Comme nouveau média, le Tamagoshi présente cependant des aspects remarquables. Le premier concerne sa nature de dispositif. Contrairement à de nombreux médias classiques dans lesquels le récit se développe à l'identique, comme le fait un film ou un enregistrement sur disque, le Tamagoshi débute son évolution à partir de conditions initiales définies, mais évolue ensuite différemment suivant les "soins" apportés par le joueur. Ainsi, à chaque nouvelle vie, le Tamagoshi présente un récit différent. En ce sens, il se range davantage du côté du dispositif que du message. Il propose en effet au "lecteur" de jouer un rôle dans la biographie du petit animal virtuel.
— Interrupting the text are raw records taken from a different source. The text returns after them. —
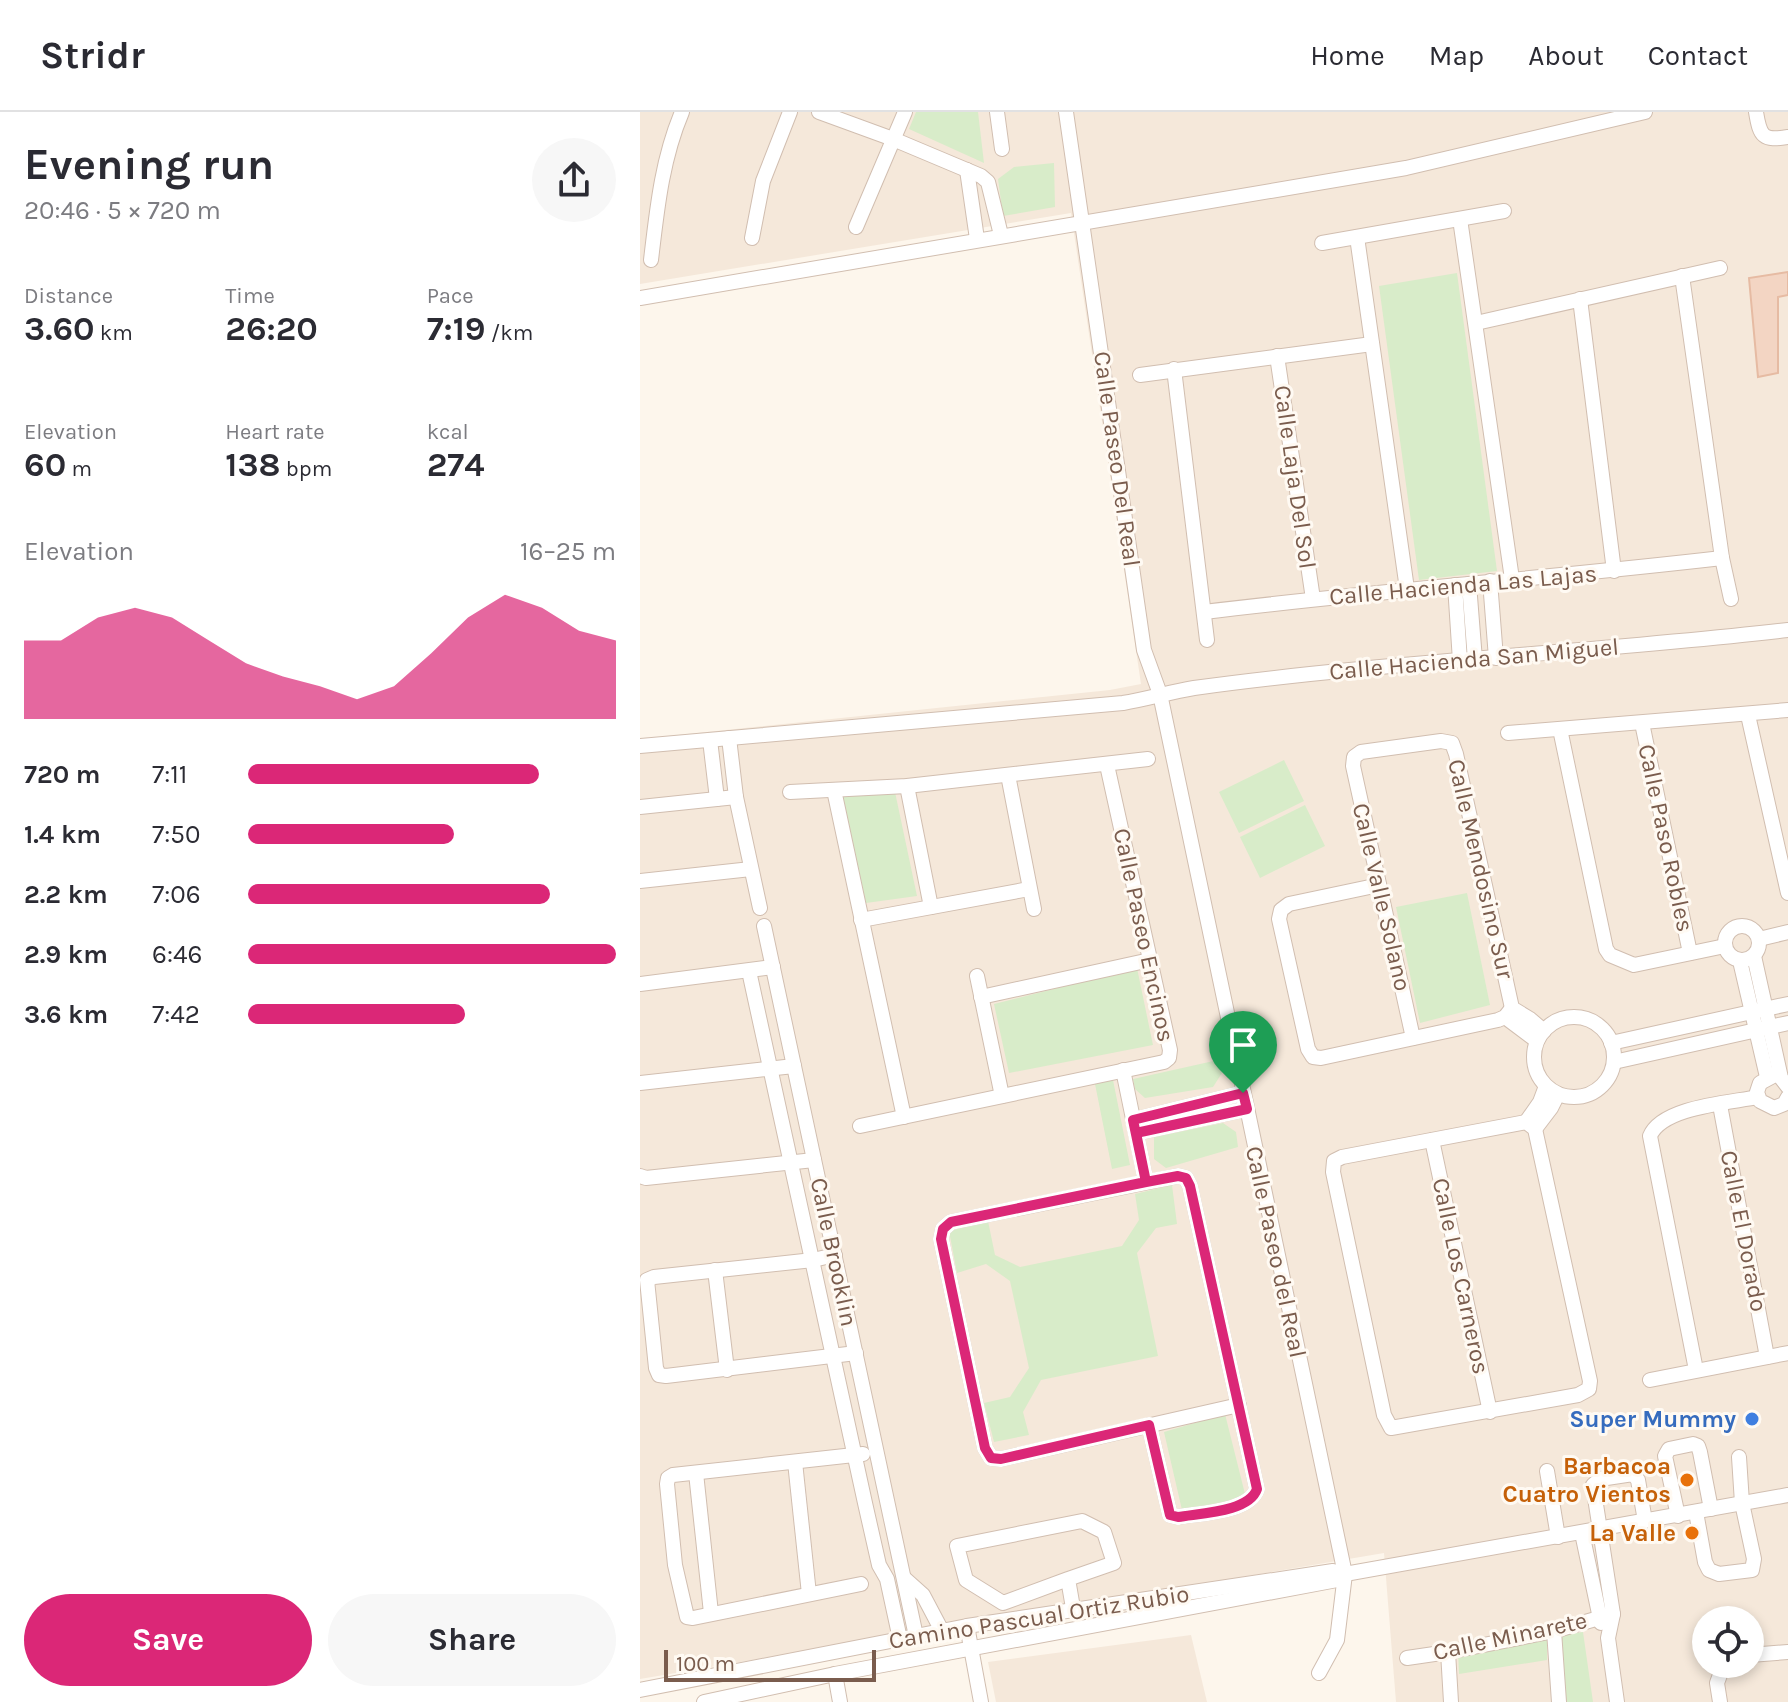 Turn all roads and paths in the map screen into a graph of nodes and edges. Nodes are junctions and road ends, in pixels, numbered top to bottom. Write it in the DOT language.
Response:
graph roads {
  1 [pos="682,112"];
  2 [pos="790,112"];
  3 [pos="819,112"];
  4 [pos="905,112"];
  5 [pos="997,112"];
  6 [pos="1066,112"];
  7 [pos="1645,112"];
  8 [pos="1756,112"];
  9 [pos="1788,137"];
  10 [pos="893,139"];
  11 [pos="1002,149"];
  12 [pos="967,170"];
  13 [pos="1504,211"];
  14 [pos="1460,219"];
  15 [pos="1083,221"];
  16 [pos="856,227"];
  17 [pos="1001,235"];
  18 [pos="1357,237"];
  19 [pos="752,238"];
  20 [pos="977,239"];
  21 [pos="1322,243"];
  22 [pos="651,260"];
  23 [pos="1720,268"];
  24 [pos="1682,276"];
  25 [pos="640,298"];
  26 [pos="1580,299"];
  27 [pos="1476,323"];
  28 [pos="1372,344"];
  29 [pos="1277,356"];
  30 [pos="1174,369"];
  31 [pos="1140,375"];
  32 [pos="1722,558"];
  33 [pos="1614,571"];
  34 [pos="1512,579"];
  35 [pos="1490,581"];
  36 [pos="1462,585"];
  37 [pos="1407,589"];
  38 [pos="1313,599"];
  39 [pos="1731,599"];
  40 [pos="1204,612"];
  41 [pos="1788,630"];
  42 [pos="1207,640"];
  43 [pos="1496,658"];
  44 [pos="1475,660"];
  45 [pos="1460,661"];
  46 [pos="1160,694"];
  47 [pos="1788,710"];
  48 [pos="1748,715"];
  49 [pos="1642,723"];
  50 [pos="1560,729"];
  51 [pos="1508,733"];
  52 [pos="729,738"];
  53 [pos="710,740"];
  54 [pos="640,746"];
  55 [pos="1354,757"];
  56 [pos="1148,759"];
  57 [pos="1107,765"];
  58 [pos="1008,775"];
  59 [pos="907,786"];
  60 [pos="834,790"];
  61 [pos="790,792"];
  62 [pos="736,797"];
  63 [pos="717,799"];
  64 [pos="640,807"];
  65 [pos="751,869"];
  66 [pos="640,881"];
  67 [pos="1379,885"];
  68 [pos="1029,889"];
  69 [pos="1788,893"];
  70 [pos="931,907"];
  71 [pos="760,908"];
  72 [pos="1034,909"];
  73 [pos="861,920"];
  74 [pos="764,926"];
  75 [pos="1788,932"];
  76 [pos="1759,939"];
  77 [pos="1725,946"];
  78 [pos="1690,953"];
  79 [pos="1747,958"];
  80 [pos="1150,960"];
  81 [pos="773,967"];
  82 [pos="749,971"];
  83 [pos="977,976"];
  84 [pos="640,984"];
  85 [pos="981,997"];
  86 [pos="1788,1004"];
  87 [pos="1759,1011"];
  88 [pos="1508,1013"];
  89 [pos="1788,1023"];
  90 [pos="1763,1028"];
  91 [pos="1540,1036"];
  92 [pos="1413,1038"];
  93 [pos="1611,1043"];
  94 [pos="1614,1062"];
  95 [pos="794,1066"];
  96 [pos="771,1070"];
  97 [pos="1123,1070"];
  98 [pos="1779,1081"];
  99 [pos="640,1083"];
  100 [pos="1552,1090"];
  101 [pos="1243,1093"];
  102 [pos="1002,1096"];
  103 [pos="1758,1097"];
  104 [pos="1788,1097"];
  105 [pos="1720,1105"];
  106 [pos="1247,1109"];
  107 [pos="904,1117"];
  108 [pos="1530,1125"];
  109 [pos="860,1126"];
  110 [pos="1134,1126"];
  111 [pos="1432,1140"];
  112 [pos="814,1160"];
  113 [pos="791,1163"];
  114 [pos="640,1176"];
  115 [pos="1146,1182"];
  116 [pos="835,1255"];
  117 [pos="813,1260"];
  118 [pos="715,1270"];
  119 [pos="856,1353"];
  120 [pos="1788,1353"];
  121 [pos="834,1357"];
  122 [pos="1767,1357"];
  123 [pos="727,1370"];
  124 [pos="1696,1370"];
  125 [pos="1650,1380"];
  126 [pos="1239,1405"];
  127 [pos="1490,1412"];
  128 [pos="1149,1425"];
  129 [pos="876,1453"];
  130 [pos="855,1455"];
  131 [pos="1739,1457"];
  132 [pos="795,1462"];
  133 [pos="1547,1471"];
  134 [pos="696,1473"];
  135 [pos="1788,1495"];
  136 [pos="1742,1503"];
  137 [pos="1704,1511"];
  138 [pos="1678,1516"];
  139 [pos="1645,1521"];
  140 [pos="1600,1529"];
  141 [pos="1582,1533"];
  142 [pos="1558,1537"];
  143 [pos="1345,1574"];
  144 [pos="904,1578"];
  145 [pos="887,1579"];
  146 [pos="1068,1579"];
  147 [pos="861,1584"];
  148 [pos="809,1594"];
  149 [pos="1073,1608"];
  150 [pos="711,1613"];
  151 [pos="1613,1614"];
  152 [pos="1597,1617"];
  153 [pos="967,1626"];
  154 [pos="942,1631"];
  155 [pos="1554,1631"];
  156 [pos="916,1636"];
  157 [pos="1608,1638"];
  158 [pos="900,1639"];
  159 [pos="971,1650"];
  160 [pos="1448,1652"];
  161 [pos="1788,1652"];
  162 [pos="1764,1654"];
  163 [pos="1407,1658"];
  164 [pos="1319,1673"];
  165 [pos="835,1674"];
  166 [pos="1719,1678"];
  167 [pos="640,1690"];
  168 [pos="704,1702"];
  169 [pos="840,1702"];
  170 [pos="981,1702"];
  171 [pos="1451,1702"];
  172 [pos="1559,1702"];
  173 [pos="1617,1702"];
  174 [pos="1720,1702"];
  1 -- 22 [label="street"];
  2 -- 19 [label="street"];
  3 -- 10 [label="street"];
  4 -- 10 [label="street"];
  5 -- 11 [label="street"];
  6 -- 15 [label="street, Calle Paseo Del Real"];
  7 -- 15 [label="street"];
  8 -- 9 [label="street"];
  10 -- 12 [label="street"];
  10 -- 16 [label="street"];
  12 -- 17 [label="street"];
  12 -- 20 [label="street"];
  13 -- 14 [label="street"];
  14 -- 18 [label="street"];
  14 -- 27 [label="street"];
  15 -- 17 [label="street"];
  15 -- 46 [label="street, Calle Paseo Del Real"];
  17 -- 20 [label="street"];
  18 -- 21 [label="street"];
  18 -- 28 [label="street"];
  20 -- 25 [label="street"];
  23 -- 24 [label="street"];
  24 -- 26 [label="street"];
  24 -- 32 [label="street"];
  26 -- 27 [label="street"];
  26 -- 33 [label="street"];
  27 -- 34 [label="street"];
  28 -- 29 [label="street"];
  28 -- 37 [label="street"];
  29 -- 30 [label="street"];
  29 -- 38 [label="street, Calle Laja Del Sol"];
  30 -- 31 [label="street"];
  30 -- 40 [label="street"];
  32 -- 33 [label="street, Calle Hacienda Las Lajas"];
  32 -- 39 [label="street"];
  33 -- 34 [label="street, Calle Hacienda Las Lajas"];
  34 -- 35 [label="street, Calle Hacienda Las Lajas"];
  35 -- 36 [label="street, Calle Hacienda Las Lajas"];
  35 -- 43 [label="street"];
  36 -- 37 [label="street, Calle Hacienda Las Lajas"];
  36 -- 44 [label="street"];
  36 -- 45 [label="street"];
  37 -- 38 [label="street, Calle Hacienda Las Lajas"];
  38 -- 40 [label="street, Calle Hacienda Las Lajas"];
  40 -- 42 [label="street"];
  41 -- 43 [label="street, Calle Hacienda San Miguel"];
  43 -- 44 [label="street, Calle Hacienda San Miguel"];
  44 -- 45 [label="street, Calle Hacienda San Miguel"];
  45 -- 46 [label="street, Calle Hacienda San Miguel"];
  46 -- 52 [label="street, Calle Hacienda San Miguel"];
  46 -- 101 [label="street, Calle Paseo del Real"];
  47 -- 48 [label="street"];
  48 -- 49 [label="street"];
  48 -- 69 [label="street"];
  49 -- 50 [label="street"];
  49 -- 78 [label="street, Calle Paso Robles"];
  50 -- 51 [label="street"];
  50 -- 78 [label="street"];
  52 -- 53 [label="street, Calle Hacienda San Miguel"];
  52 -- 62 [label="street"];
  53 -- 54 [label="street, Calle Hacienda San Miguel"];
  53 -- 63 [label="street"];
  55 -- 67 [label="street, Calle Valle Solano"];
  55 -- 88 [label="street, Calle Mendosino Sur"];
  56 -- 57 [label="street"];
  57 -- 58 [label="street"];
  57 -- 80 [label="street, Calle Paseo Encinos"];
  58 -- 59 [label="street"];
  58 -- 68 [label="street"];
  59 -- 60 [label="street"];
  59 -- 70 [label="street"];
  60 -- 61 [label="street"];
  60 -- 73 [label="street"];
  62 -- 63 [label="street"];
  62 -- 65 [label="street"];
  63 -- 64 [label="street"];
  65 -- 66 [label="street"];
  65 -- 71 [label="street"];
  67 -- 92 [label="street, Calle Valle Solano"];
  67 -- 92 [label="street"];
  68 -- 70 [label="street"];
  68 -- 72 [label="street"];
  70 -- 73 [label="street"];
  73 -- 107 [label="street"];
  74 -- 81 [label="street, Calle Brooklin"];
  75 -- 76 [label="street"];
  76 -- 77 [label="street"];
  76 -- 79 [label="street"];
  77 -- 78 [label="street"];
  77 -- 79 [label="street"];
  79 -- 87 [label="street"];
  80 -- 85 [label="street"];
  80 -- 97 [label="street, Calle Paseo Encinos"];
  81 -- 82 [label="street"];
  81 -- 95 [label="street, Calle Brooklin"];
  82 -- 84 [label="street"];
  82 -- 96 [label="street, Calle Brooklin"];
  83 -- 85 [label="street"];
  85 -- 102 [label="street"];
  86 -- 87 [label="street"];
  87 -- 90 [label="street"];
  87 -- 93 [label="street"];
  88 -- 91 [label="street, Calle Mendosino Sur"];
  88 -- 92 [label="street"];
  89 -- 90 [label="street"];
  90 -- 94 [label="street"];
  90 -- 98 [label="street"];
  91 -- 93 [label="street"];
  91 -- 100 [label="street"];
  93 -- 94 [label="street"];
  94 -- 100 [label="street"];
  95 -- 96 [label="street"];
  95 -- 112 [label="street, Calle Brooklin"];
  96 -- 99 [label="street"];
  96 -- 113 [label="street, Calle Brooklin"];
  97 -- 102 [label="street, Calle Paseo Encinos"];
  97 -- 110 [label="street"];
  98 -- 103 [label="street"];
  100 -- 108 [label="street"];
  101 -- 106 [label="street, Calle Paseo del Real"];
  101 -- 110 [label="street"];
  102 -- 107 [label="street, Calle Paseo Encinos"];
  103 -- 104 [label="street"];
  103 -- 105 [label="street"];
  105 -- 122 [label="street, Calle El Dorado"];
  105 -- 124 [label="street"];
  106 -- 110 [label="street"];
  106 -- 143 [label="street, Calle Paseo del Real"];
  107 -- 109 [label="street, Calle Paseo Encinos"];
  108 -- 111 [label="street"];
  108 -- 127 [label="street"];
  110 -- 115 [label="street"];
  111 -- 127 [label="street, Calle Los Carneros"];
  111 -- 127 [label="street"];
  112 -- 113 [label="street"];
  112 -- 116 [label="street, Calle Brooklin"];
  113 -- 114 [label="street"];
  113 -- 117 [label="street, Calle Brooklin"];
  115 -- 126 [label="street"];
  115 -- 128 [label="street"];
  116 -- 117 [label="street"];
  116 -- 119 [label="street, Calle Brooklin"];
  117 -- 118 [label="street"];
  117 -- 121 [label="street, Calle Brooklin"];
  118 -- 123 [label="street"];
  118 -- 123 [label="street"];
  119 -- 121 [label="street"];
  119 -- 129 [label="street, Calle Brooklin"];
  120 -- 122 [label="street"];
  121 -- 123 [label="street"];
  121 -- 130 [label="street, Calle Brooklin"];
  122 -- 124 [label="street"];
  124 -- 125 [label="street"];
  126 -- 128 [label="street"];
  126 -- 128 [label="street"];
  129 -- 130 [label="street"];
  129 -- 144 [label="street, Calle Brooklin"];
  130 -- 132 [label="street"];
  130 -- 145 [label="street, Calle Brooklin"];
  131 -- 136 [label="street"];
  132 -- 134 [label="street"];
  132 -- 148 [label="street"];
  133 -- 142 [label="street"];
  134 -- 150 [label="street"];
  134 -- 150 [label="street"];
  135 -- 136 [label="street, Camino Pascual Ortiz Rubio"];
  136 -- 137 [label="street, Camino Pascual Ortiz Rubio"];
  136 -- 137 [label="street"];
  137 -- 138 [label="street, Camino Pascual Ortiz Rubio"];
  137 -- 138 [label="street"];
  138 -- 139 [label="street, Camino Pascual Ortiz Rubio"];
  139 -- 140 [label="street, Camino Pascual Ortiz Rubio"];
  139 -- 140 [label="street"];
  140 -- 141 [label="street, Camino Pascual Ortiz Rubio"];
  140 -- 151 [label="street"];
  141 -- 142 [label="street, Camino Pascual Ortiz Rubio"];
  141 -- 152 [label="street"];
  142 -- 143 [label="street, Camino Pascual Ortiz Rubio"];
  143 -- 149 [label="street, Camino Pascual Ortiz Rubio"];
  143 -- 159 [label="street, Camino Pascual Ortiz Rubio"];
  143 -- 164 [label="street, Calle Paseo del Real"];
  144 -- 145 [label="street"];
  144 -- 154 [label="street, Calle Brooklin"];
  144 -- 156 [label="street, Calle Brooklin"];
  145 -- 158 [label="street, Calle Brooklin"];
  146 -- 146 [label="street"];
  146 -- 149 [label="street"];
  147 -- 148 [label="street"];
  148 -- 150 [label="street"];
  149 -- 153 [label="street, Camino Pascual Ortiz Rubio"];
  151 -- 152 [label="street, Calle Minarete"];
  151 -- 157 [label="street"];
  152 -- 155 [label="street, Calle Minarete"];
  152 -- 157 [label="street"];
  153 -- 154 [label="street, Camino Pascual Ortiz Rubio"];
  153 -- 159 [label="street"];
  154 -- 156 [label="street, Camino Pascual Ortiz Rubio"];
  155 -- 160 [label="street, Calle Minarete"];
  155 -- 172 [label="street"];
  156 -- 158 [label="street, Camino Pascual Ortiz Rubio"];
  157 -- 173 [label="street"];
  158 -- 167 [label="street, Camino Pascual Ortiz Rubio"];
  159 -- 165 [label="street, Camino Pascual Ortiz Rubio"];
  159 -- 170 [label="street"];
  160 -- 163 [label="street, Calle Minarete"];
  160 -- 171 [label="street"];
  161 -- 162 [label="street"];
  165 -- 168 [label="street, Camino Pascual Ortiz Rubio"];
  165 -- 169 [label="street"];
  166 -- 174 [label="street"];
}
En second lieu, les différents états du récit apparaissent sur l'écran sous la forme d'idéogrammes dynamiques (Pierre Lévy, L'idéographie dynamique. Paris, La Découverte, 1991) utilise ces termes. Ces idéogrammes sont des figures schématisées du petit animal-personnage, dotées de certains attributs visuels correspondant à l'état instantané de celui-ci. Le joueur peut ainsi repérer à tout moment l'effet de ses soins sur l'animal. La modélisation d'un personnage virtuel apparaît donc sous la forme d'un idéogramme modulé par chaque état du personnage virtuel sur lequel agit le joueur. Voici, par exemple l'image initiale et l'image finale d'un personnage devenu ange et flottant parmi les étoiles à la fin de sa vie.

 

Face aux nombreux dangers signalés par les éducateurs, il conviendrait d'être plus soucieux d'observer ce que font réellement les enfants lorsqu'ils jouent avec des Tamagoshi et s'il y voient plutôt un personnage réel -ce serait alors une lecture de récit- ou plutôt une oeuvre d'auteur, qui impliquerait davantage une réception liée à un discours. Dans ce dernier cas, on peut imaginer que le Tamagoshi donne lieu à des attitudes réceptrices plus décentrées. En outre, il y a matière à se demander si le Tamagoshi n'est pas le précurseur d'un nouveau dispositif narratif hypermédiatique susceptible d'une approche éducative féconde qui s'inscrirait dans la ligne-même de l'éducation aux médias. L'inquiétude des éducateurs devant le Tamagoshi semble, à certains égards, l'expression d'un désarroi à l'encontre de cet objet médiatique nouveau plus proche du dispositif que du message. Cela montre peut-être que l'idée d'un dispositif fait aujourd'hui plus peur que celle d'un message.